__Exercise inputs__.
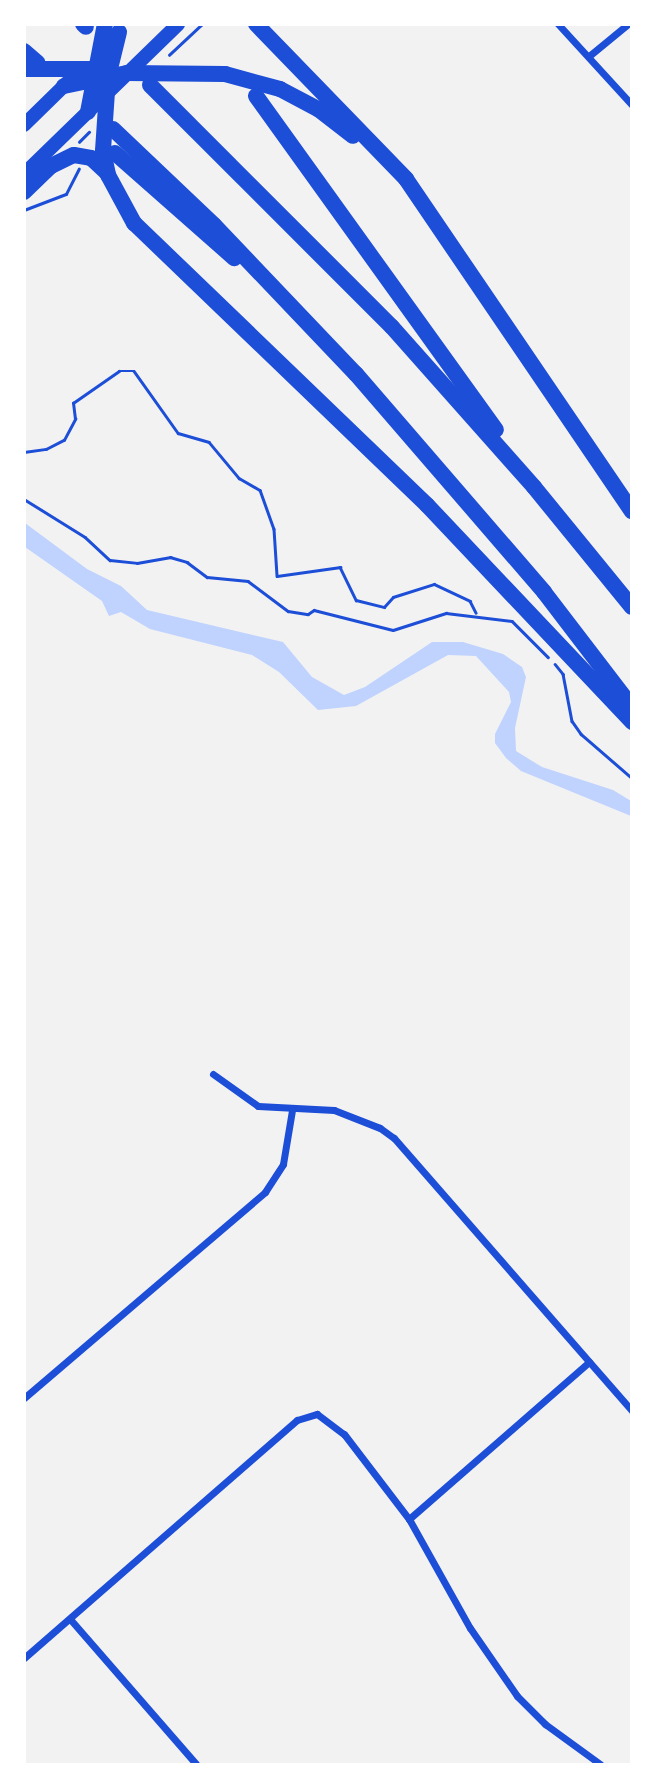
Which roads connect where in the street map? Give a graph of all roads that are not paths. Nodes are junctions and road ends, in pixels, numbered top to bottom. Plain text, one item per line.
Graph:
1 (178, 24) edge
2 (256, 24) edge
3 (558, 24) edge
4 (628, 24) edge
5 (117, 27) edge
6 (104, 46) junction
7 (24, 51) edge
8 (589, 57) junction
9 (31, 66) edge
10 (133, 68) junction
11 (78, 72) junction
12 (103, 73) junction
13 (150, 85) dead end
14 (64, 86) junction
15 (106, 94) junction
16 (256, 96) dead end
17 (632, 105) edge
18 (89, 112) junction
19 (24, 125) edge
20 (113, 129) dead end
21 (109, 163) junction
22 (24, 174) edge
23 (24, 192) edge
24 (444, 232) junction
25 (356, 374) junction
26 (534, 487) junction
27 (632, 511) edge
28 (632, 607) edge
29 (632, 707) edge
30 (632, 722) edge
31 (212, 1074) dead end
32 (292, 1110) junction
33 (589, 1362) junction
34 (24, 1398) edge
35 (632, 1411) edge
36 (409, 1519) junction
37 (70, 1619) junction
38 (24, 1658) edge
39 (196, 1765) edge
40 (600, 1765) edge

1 - 10 main road
2 - 24 highway
3 - 8 street
4 - 8 street
5 - 6 highway
5 - 12 highway
6 - 11 main road
6 - 12 highway
7 - 9 highway
8 - 17 street
9 - 11 highway
10 - 12 highway
10 - 15 main road
10 - 24 highway
11 - 12 highway
11 - 14 main road
12 - 14 highway
12 - 15 highway
12 - 18 highway
13 - 26 highway
14 - 19 main road
15 - 18 main road
15 - 21 highway
16 - 26 highway
18 - 22 main road
20 - 25 highway
21 - 23 highway
21 - 25 highway
21 - 30 highway
24 - 27 highway
25 - 29 highway
26 - 28 highway
31 - 32 street
32 - 33 street
32 - 34 street
33 - 35 street
33 - 36 street
36 - 37 street
36 - 40 street
37 - 38 street
37 - 39 street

__Work to complete__.
Please report how many lines of the material above contain the string "dead", with no other words.

__Task response__.
4